→ **Brief**
Lines holding the word "buttons" are the ones to copy from the data below.

→ **The data**

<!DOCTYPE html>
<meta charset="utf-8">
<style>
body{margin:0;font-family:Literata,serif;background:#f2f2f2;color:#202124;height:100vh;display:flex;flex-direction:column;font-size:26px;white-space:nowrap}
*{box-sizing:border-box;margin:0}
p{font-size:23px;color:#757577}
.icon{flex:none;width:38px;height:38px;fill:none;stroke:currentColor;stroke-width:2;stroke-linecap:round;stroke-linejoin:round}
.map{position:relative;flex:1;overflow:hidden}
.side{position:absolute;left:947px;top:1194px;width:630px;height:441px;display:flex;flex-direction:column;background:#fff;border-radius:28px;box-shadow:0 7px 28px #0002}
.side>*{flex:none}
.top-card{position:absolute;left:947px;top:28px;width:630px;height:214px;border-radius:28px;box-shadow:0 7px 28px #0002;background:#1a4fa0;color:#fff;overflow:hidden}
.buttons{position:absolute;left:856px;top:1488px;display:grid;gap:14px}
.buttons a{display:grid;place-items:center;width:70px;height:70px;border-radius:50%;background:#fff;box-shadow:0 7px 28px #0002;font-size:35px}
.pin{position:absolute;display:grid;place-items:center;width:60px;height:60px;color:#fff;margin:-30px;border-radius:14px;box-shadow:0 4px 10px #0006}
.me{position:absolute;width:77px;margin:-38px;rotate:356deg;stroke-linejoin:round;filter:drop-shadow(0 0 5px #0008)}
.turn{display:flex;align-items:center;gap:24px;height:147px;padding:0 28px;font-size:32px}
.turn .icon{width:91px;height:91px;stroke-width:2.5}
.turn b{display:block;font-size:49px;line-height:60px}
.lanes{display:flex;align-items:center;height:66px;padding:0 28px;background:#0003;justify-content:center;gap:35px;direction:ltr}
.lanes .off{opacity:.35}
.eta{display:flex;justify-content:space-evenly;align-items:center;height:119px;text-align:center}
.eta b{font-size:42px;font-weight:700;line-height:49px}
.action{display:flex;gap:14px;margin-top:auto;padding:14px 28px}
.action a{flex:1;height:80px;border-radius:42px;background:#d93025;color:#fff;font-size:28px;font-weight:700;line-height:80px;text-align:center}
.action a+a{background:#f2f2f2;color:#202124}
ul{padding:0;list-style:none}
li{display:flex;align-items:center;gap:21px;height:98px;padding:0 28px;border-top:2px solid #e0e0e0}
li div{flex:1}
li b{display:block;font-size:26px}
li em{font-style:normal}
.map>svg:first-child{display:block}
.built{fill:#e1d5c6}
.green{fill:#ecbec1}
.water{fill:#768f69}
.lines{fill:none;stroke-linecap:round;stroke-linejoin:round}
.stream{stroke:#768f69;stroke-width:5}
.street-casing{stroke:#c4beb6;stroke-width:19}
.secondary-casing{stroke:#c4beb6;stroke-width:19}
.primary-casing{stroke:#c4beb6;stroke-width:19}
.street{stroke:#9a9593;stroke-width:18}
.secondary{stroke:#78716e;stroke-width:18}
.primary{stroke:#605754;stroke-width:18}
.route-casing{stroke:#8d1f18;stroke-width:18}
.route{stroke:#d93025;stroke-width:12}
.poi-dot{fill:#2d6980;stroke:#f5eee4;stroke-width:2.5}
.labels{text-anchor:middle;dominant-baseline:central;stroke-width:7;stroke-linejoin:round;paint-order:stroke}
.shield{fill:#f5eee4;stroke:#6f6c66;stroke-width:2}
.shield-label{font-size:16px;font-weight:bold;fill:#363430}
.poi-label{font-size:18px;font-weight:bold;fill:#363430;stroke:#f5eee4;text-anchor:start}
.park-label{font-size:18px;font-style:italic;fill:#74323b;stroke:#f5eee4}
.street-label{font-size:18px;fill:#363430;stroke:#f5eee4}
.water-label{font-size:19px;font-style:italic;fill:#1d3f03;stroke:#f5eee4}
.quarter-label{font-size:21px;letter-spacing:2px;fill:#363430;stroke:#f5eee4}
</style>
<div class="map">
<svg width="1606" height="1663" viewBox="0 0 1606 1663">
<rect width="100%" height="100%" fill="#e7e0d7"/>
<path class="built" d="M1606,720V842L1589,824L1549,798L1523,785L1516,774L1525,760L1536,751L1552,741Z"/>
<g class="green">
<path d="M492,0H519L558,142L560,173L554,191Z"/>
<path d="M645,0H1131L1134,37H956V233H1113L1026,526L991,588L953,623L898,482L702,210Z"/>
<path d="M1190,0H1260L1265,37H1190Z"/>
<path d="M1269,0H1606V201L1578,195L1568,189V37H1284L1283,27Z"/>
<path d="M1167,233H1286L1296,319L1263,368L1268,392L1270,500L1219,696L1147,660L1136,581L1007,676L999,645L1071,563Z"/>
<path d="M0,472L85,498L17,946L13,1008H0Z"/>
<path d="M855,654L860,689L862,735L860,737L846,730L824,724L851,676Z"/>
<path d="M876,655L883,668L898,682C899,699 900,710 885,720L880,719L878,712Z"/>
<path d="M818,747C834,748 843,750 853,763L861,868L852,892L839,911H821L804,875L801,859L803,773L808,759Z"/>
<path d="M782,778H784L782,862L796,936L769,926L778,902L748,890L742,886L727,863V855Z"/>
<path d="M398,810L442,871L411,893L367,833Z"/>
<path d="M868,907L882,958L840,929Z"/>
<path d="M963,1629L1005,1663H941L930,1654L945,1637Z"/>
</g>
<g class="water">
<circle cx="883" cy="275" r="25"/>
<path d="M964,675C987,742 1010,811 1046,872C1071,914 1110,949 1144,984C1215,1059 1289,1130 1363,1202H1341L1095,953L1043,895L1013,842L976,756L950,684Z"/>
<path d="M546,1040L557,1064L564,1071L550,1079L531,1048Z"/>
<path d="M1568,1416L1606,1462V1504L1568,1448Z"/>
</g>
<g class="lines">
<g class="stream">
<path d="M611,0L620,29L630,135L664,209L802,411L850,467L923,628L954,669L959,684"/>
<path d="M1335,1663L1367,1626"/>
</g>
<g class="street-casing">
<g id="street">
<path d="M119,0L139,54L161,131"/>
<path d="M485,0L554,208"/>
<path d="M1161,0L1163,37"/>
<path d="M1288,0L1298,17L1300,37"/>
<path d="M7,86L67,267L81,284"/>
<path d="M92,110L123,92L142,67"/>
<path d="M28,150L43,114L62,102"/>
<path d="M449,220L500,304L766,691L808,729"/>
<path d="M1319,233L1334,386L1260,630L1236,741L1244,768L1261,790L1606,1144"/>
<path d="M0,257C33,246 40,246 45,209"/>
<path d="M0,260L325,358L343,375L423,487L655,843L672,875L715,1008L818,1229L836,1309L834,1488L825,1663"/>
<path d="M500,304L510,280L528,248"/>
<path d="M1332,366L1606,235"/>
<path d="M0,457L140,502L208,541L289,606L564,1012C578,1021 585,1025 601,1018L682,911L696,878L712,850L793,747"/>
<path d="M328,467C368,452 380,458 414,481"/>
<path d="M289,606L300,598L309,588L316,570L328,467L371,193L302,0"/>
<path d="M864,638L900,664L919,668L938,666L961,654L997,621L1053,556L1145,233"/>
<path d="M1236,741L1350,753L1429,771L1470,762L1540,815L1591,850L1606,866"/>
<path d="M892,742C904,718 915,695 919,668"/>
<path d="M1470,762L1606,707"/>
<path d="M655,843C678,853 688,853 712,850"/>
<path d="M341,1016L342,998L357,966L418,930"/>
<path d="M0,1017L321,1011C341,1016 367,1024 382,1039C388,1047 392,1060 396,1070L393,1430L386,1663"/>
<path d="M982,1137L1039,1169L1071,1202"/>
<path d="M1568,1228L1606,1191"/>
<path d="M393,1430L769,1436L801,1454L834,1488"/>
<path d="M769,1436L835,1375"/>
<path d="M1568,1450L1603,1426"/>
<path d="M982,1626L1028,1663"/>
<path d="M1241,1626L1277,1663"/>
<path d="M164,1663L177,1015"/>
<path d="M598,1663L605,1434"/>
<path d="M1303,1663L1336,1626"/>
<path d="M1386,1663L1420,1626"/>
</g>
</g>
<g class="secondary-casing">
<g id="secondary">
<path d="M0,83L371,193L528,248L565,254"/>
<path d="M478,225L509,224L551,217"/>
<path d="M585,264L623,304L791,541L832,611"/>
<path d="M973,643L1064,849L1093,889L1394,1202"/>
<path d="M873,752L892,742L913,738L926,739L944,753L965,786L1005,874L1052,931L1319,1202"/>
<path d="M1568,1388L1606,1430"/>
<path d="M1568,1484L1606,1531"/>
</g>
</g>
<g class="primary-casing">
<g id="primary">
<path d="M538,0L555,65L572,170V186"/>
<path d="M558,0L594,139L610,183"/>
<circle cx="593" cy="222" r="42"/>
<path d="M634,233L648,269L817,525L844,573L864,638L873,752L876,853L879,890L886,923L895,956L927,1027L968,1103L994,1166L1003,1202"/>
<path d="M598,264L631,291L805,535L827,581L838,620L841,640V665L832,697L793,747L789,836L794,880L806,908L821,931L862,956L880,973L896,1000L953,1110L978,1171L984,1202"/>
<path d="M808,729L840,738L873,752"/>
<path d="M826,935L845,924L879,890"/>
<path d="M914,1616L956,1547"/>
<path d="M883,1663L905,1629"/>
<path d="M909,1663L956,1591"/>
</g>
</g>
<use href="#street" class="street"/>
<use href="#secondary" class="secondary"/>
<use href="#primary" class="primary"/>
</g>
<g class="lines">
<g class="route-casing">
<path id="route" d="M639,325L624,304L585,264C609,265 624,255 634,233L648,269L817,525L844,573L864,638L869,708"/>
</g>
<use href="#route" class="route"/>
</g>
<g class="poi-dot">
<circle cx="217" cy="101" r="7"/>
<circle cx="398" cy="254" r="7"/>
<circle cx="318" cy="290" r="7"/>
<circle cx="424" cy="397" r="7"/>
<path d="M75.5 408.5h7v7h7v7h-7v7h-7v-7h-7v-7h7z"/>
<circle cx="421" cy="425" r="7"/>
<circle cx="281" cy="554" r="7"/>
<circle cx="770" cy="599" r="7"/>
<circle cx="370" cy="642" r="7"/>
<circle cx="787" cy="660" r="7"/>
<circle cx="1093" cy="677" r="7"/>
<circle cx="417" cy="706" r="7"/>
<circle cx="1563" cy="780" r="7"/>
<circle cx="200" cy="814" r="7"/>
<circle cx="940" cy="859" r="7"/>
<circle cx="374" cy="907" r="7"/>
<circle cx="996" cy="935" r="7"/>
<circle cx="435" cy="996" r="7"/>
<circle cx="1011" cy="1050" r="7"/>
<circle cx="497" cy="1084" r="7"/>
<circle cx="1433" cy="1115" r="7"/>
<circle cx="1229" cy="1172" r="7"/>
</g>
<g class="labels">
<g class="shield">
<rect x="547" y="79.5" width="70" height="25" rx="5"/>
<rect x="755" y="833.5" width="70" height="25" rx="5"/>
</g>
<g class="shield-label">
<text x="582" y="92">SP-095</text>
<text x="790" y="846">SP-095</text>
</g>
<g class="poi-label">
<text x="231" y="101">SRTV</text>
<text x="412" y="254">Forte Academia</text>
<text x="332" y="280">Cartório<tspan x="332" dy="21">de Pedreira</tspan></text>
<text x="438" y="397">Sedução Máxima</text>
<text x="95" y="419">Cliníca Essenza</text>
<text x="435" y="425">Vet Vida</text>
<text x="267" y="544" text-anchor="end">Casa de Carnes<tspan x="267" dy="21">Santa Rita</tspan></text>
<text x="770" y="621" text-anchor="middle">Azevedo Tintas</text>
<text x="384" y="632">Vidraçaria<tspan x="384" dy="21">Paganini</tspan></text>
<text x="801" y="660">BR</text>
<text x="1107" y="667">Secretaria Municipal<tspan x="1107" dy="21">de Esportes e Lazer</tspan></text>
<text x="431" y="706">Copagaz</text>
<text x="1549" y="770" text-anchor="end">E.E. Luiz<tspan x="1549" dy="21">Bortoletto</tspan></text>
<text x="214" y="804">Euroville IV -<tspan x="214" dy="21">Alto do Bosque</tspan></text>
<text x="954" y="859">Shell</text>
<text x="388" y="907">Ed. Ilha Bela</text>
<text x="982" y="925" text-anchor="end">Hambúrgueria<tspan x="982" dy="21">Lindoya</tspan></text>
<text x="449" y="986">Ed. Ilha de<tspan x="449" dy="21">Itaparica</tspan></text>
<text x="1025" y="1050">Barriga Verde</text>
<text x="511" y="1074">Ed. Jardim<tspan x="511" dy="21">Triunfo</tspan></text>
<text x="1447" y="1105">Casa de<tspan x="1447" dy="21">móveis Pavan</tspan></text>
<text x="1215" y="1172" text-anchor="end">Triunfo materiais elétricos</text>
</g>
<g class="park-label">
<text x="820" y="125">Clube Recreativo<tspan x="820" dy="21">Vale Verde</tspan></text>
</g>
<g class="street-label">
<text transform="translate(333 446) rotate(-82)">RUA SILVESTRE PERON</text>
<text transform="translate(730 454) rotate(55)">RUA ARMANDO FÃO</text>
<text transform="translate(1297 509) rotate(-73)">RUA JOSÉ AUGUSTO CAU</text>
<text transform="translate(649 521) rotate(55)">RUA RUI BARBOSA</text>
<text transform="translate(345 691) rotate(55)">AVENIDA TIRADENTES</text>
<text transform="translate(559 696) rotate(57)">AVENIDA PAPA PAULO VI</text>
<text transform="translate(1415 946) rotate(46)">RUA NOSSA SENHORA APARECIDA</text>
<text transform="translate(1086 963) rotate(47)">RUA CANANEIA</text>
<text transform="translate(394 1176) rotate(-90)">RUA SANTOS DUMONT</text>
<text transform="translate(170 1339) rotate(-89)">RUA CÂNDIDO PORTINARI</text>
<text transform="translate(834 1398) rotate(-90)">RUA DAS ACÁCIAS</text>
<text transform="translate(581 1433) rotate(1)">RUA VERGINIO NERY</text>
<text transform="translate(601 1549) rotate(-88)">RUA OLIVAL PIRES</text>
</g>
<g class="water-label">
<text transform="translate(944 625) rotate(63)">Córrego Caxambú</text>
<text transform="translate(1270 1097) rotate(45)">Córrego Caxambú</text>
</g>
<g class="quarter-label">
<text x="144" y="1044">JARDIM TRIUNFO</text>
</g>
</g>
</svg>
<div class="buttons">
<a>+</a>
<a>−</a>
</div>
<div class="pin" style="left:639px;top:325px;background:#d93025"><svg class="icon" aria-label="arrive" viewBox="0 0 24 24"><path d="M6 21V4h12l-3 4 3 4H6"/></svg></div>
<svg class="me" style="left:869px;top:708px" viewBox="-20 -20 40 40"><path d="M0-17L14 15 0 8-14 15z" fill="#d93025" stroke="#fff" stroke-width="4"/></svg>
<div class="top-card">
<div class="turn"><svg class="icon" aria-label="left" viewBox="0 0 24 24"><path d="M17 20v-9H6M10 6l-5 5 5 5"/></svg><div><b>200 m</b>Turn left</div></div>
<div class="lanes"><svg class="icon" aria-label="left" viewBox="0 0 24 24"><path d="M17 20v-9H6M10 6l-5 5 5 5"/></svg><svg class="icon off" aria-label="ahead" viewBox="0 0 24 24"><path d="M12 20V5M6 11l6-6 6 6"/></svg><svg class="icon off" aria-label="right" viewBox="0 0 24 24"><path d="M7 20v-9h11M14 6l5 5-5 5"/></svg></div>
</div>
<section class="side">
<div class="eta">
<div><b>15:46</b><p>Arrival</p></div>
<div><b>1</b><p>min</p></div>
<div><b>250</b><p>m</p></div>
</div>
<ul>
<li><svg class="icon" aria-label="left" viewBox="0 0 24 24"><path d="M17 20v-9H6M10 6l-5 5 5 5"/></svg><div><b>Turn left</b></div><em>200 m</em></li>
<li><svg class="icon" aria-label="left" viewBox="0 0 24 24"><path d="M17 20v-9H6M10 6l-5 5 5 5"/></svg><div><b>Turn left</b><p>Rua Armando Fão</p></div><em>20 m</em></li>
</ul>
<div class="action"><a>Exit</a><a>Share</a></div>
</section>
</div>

→ **Task response**
.buttons{position:absolute;left:856px;top:1488px;display:grid;gap:14px}
.buttons a{display:grid;place-items:center;width:70px;height:70px;border-radius:50%;background:#fff;box-shadow:0 7px 28px #0002;font-size:35px}
<div class="buttons">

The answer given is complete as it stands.